#### Task to complete:
Pictures are not part of the copy. Reproduce all the records exactly.

#### Provided material:
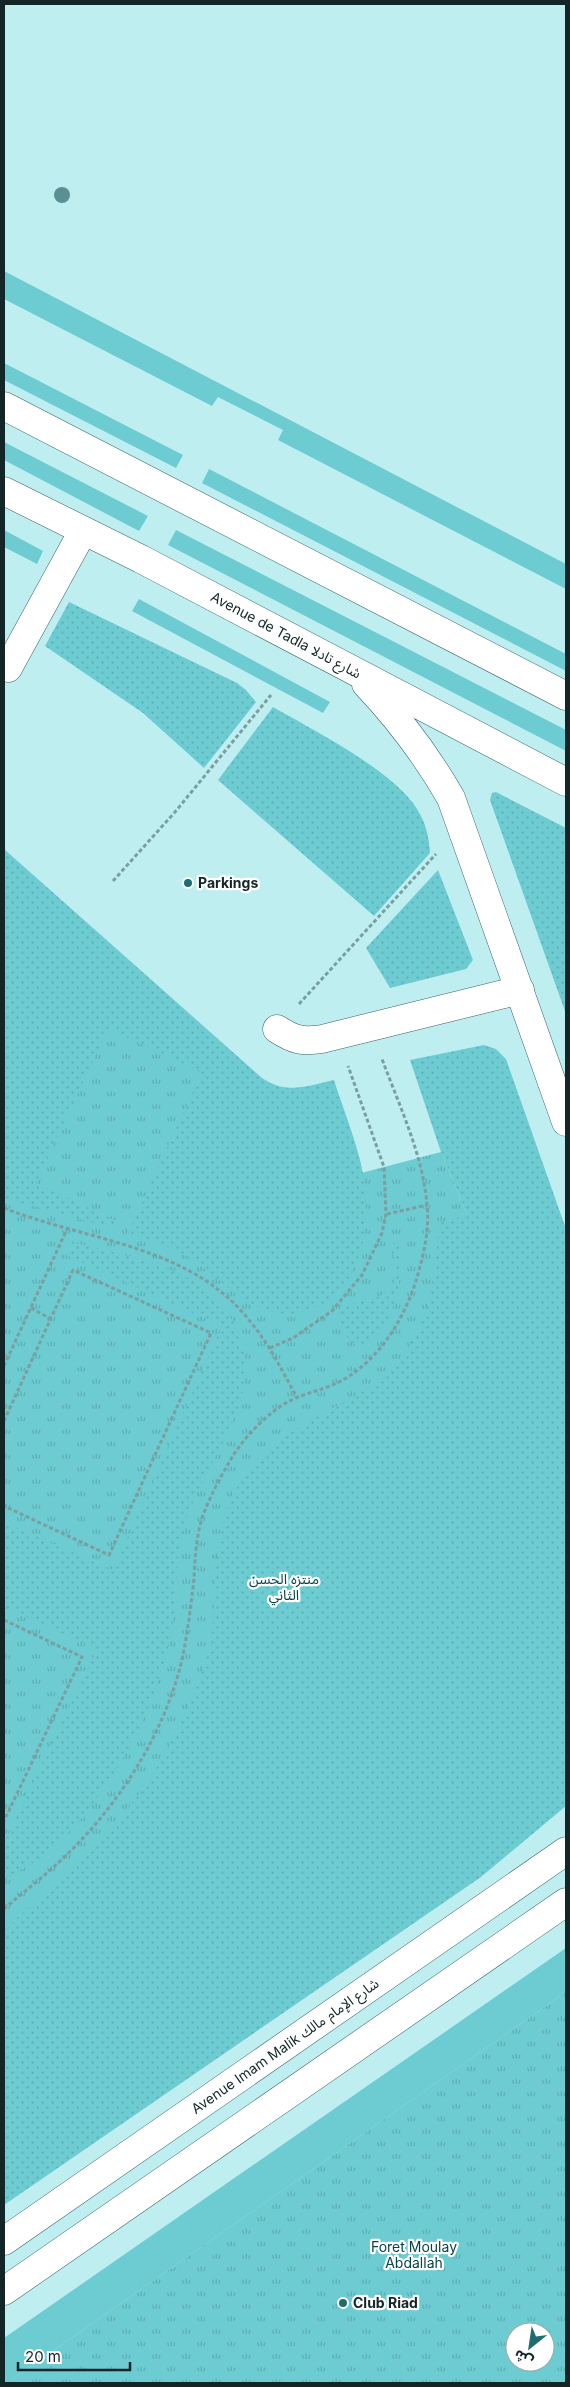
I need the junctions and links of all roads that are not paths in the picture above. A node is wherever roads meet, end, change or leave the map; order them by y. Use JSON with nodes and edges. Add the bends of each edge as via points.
{"nodes":[{"id":1,"x":4,"y":406,"type":"edge"},
{"id":2,"x":4,"y":491,"type":"edge"},
{"id":3,"x":83,"y":531,"type":"junction"},
{"id":4,"x":8,"y":668,"type":"dead end"},
{"id":5,"x":352,"y":669,"type":"junction"},
{"id":6,"x":566,"y":696,"type":"edge"},
{"id":7,"x":566,"y":782,"type":"edge"},
{"id":8,"x":520,"y":990,"type":"junction"},
{"id":9,"x":277,"y":1029,"type":"road end"},
{"id":10,"x":566,"y":1122,"type":"edge"},
{"id":11,"x":566,"y":1850,"type":"edge"},
{"id":12,"x":566,"y":1902,"type":"edge"},
{"id":13,"x":4,"y":2241,"type":"edge"},
{"id":14,"x":4,"y":2291,"type":"edge"}],
"edges":[{"from":1,"to":6,"type":"main road"},
{"from":2,"to":3,"type":"main road","name":"Avenue de Tadla شارع تادلا"},
{"from":3,"to":4,"type":"main road"},
{"from":3,"to":5,"type":"main road","name":"Avenue de Tadla شارع تادلا"},
{"from":5,"to":7,"type":"main road","name":"Avenue de Tadla شارع تادلا"},
{"from":5,"to":8,"type":"main road","via":[[409,732],[451,798]]},
{"from":8,"to":9,"type":"main road","via":[[308,1041],[294,1040]]},
{"from":8,"to":10,"type":"main road"},
{"from":11,"to":13,"type":"main road","name":"Avenue Imam Malik شارع الإمام مالك"},
{"from":12,"to":14,"type":"main road"}]}
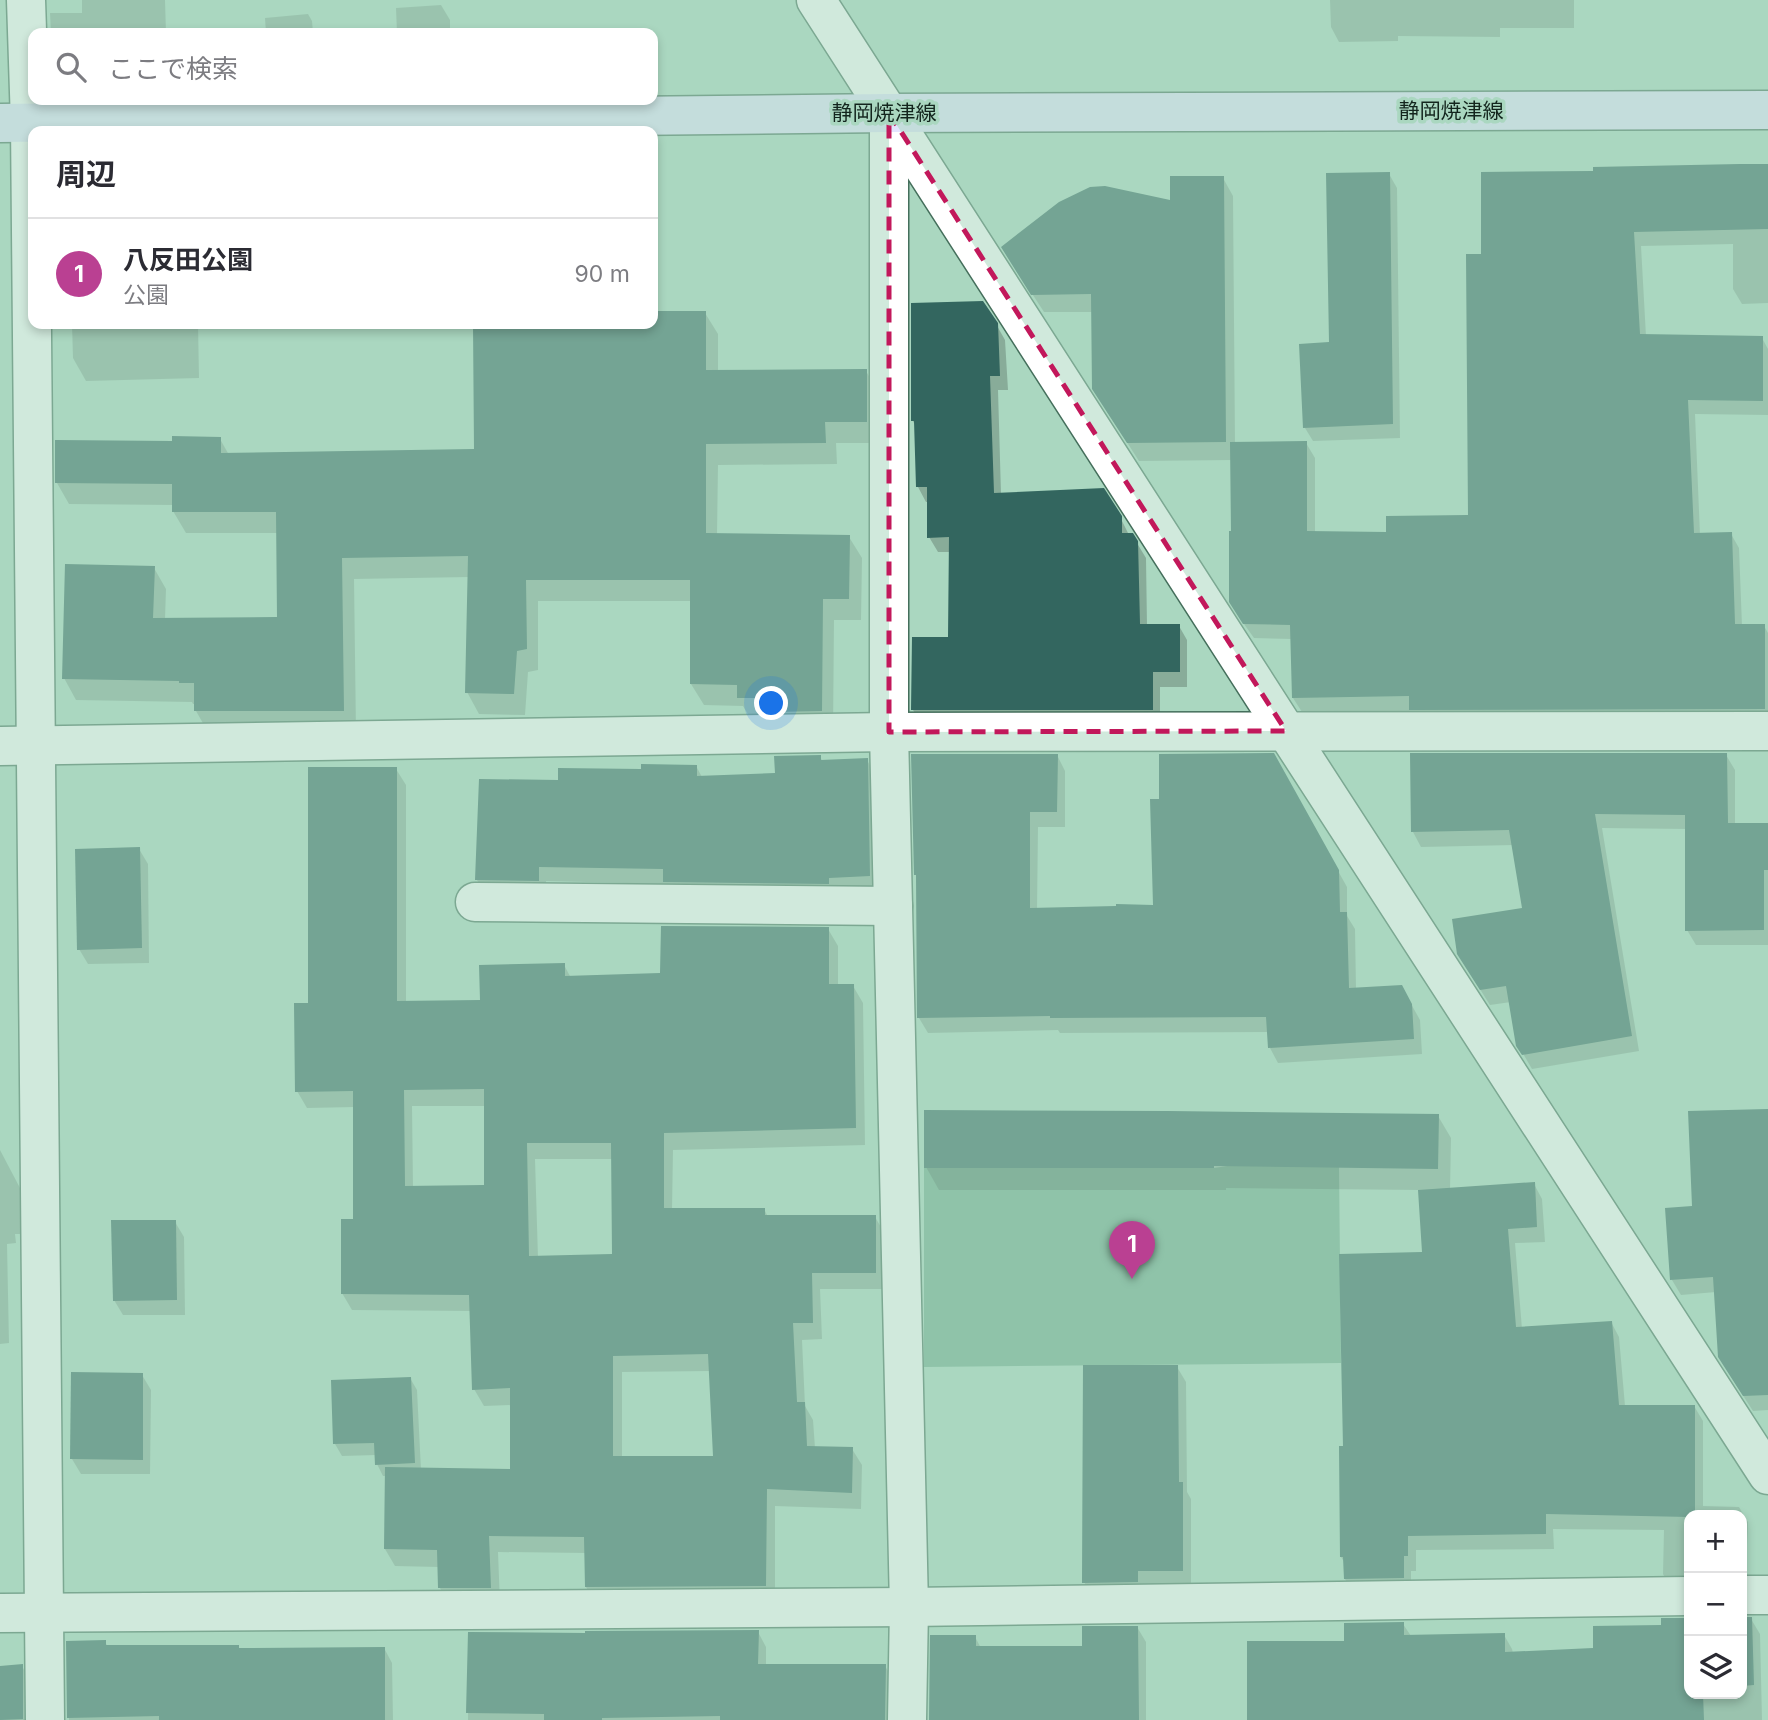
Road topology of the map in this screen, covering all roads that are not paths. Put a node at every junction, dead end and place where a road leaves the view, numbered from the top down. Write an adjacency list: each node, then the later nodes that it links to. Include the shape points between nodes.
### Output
1 (26, 0): 5 (street)
2 (816, 0): 4 (street)
3 (1768, 110): 4 (main road, 静岡焼津線)
4 (889, 113): 5 (main road, 静岡焼津線); 7 (street); 8 (street)
5 (15, 123): 9 (street)
6 (1768, 731): 8 (street)
7 (888, 732): 8 (street); 9 (street); 11 (street)
8 (1286, 732): 12 (street)
9 (18, 746): 17 (street)
10 (475, 902): 11 (street)
11 (893, 906): 16 (street)
12 (1768, 1475)
13 (1747, 1595): 14 (street)
14 (1768, 1595)
15 (1684, 1596): 16 (street)
16 (909, 1607): 17 (street); 20 (street)
17 (43, 1611): 18 (street); 19 (street)
18 (0, 1613)
19 (45, 1720)
20 (907, 1720)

#### Task answer:
I need the junctions and links of all roads that are not paths in the picture above. A node is wherever roads meet, end, change or leave the map; order them by y. Use JSON with nodes and edges. Add the bends of each edge as via points.
{"nodes":[{"id":1,"x":4,"y":406,"type":"edge"},
{"id":2,"x":4,"y":491,"type":"edge"},
{"id":3,"x":83,"y":531,"type":"junction"},
{"id":4,"x":8,"y":668,"type":"dead end"},
{"id":5,"x":352,"y":669,"type":"junction"},
{"id":6,"x":566,"y":696,"type":"edge"},
{"id":7,"x":566,"y":782,"type":"edge"},
{"id":8,"x":520,"y":990,"type":"junction"},
{"id":9,"x":277,"y":1029,"type":"road end"},
{"id":10,"x":566,"y":1122,"type":"edge"},
{"id":11,"x":566,"y":1850,"type":"edge"},
{"id":12,"x":566,"y":1902,"type":"edge"},
{"id":13,"x":4,"y":2241,"type":"edge"},
{"id":14,"x":4,"y":2291,"type":"edge"}],
"edges":[{"from":1,"to":6,"type":"main road"},
{"from":2,"to":3,"type":"main road","name":"Avenue de Tadla شارع تادلا"},
{"from":3,"to":4,"type":"main road"},
{"from":3,"to":5,"type":"main road","name":"Avenue de Tadla شارع تادلا"},
{"from":5,"to":7,"type":"main road","name":"Avenue de Tadla شارع تادلا"},
{"from":5,"to":8,"type":"main road","via":[[409,732],[451,798]]},
{"from":8,"to":9,"type":"main road","via":[[308,1041],[294,1040]]},
{"from":8,"to":10,"type":"main road"},
{"from":11,"to":13,"type":"main road","name":"Avenue Imam Malik شارع الإمام مالك"},
{"from":12,"to":14,"type":"main road"}]}
Road topology of the map in this screen, covering all roads that are not paths. Put a node at every junction, dead end and place where a road leaves the view, numbered from the top down. Write an adjacency list: each node, then the later nodes that it links to. Include the shape points between nodes.
### Output
1 (26, 0): 5 (street)
2 (816, 0): 4 (street)
3 (1768, 110): 4 (main road, 静岡焼津線)
4 (889, 113): 5 (main road, 静岡焼津線); 7 (street); 8 (street)
5 (15, 123): 9 (street)
6 (1768, 731): 8 (street)
7 (888, 732): 8 (street); 9 (street); 11 (street)
8 (1286, 732): 12 (street)
9 (18, 746): 17 (street)
10 (475, 902): 11 (street)
11 (893, 906): 16 (street)
12 (1768, 1475)
13 (1747, 1595): 14 (street)
14 (1768, 1595)
15 (1684, 1596): 16 (street)
16 (909, 1607): 17 (street); 20 (street)
17 (43, 1611): 18 (street); 19 (street)
18 (0, 1613)
19 (45, 1720)
20 (907, 1720)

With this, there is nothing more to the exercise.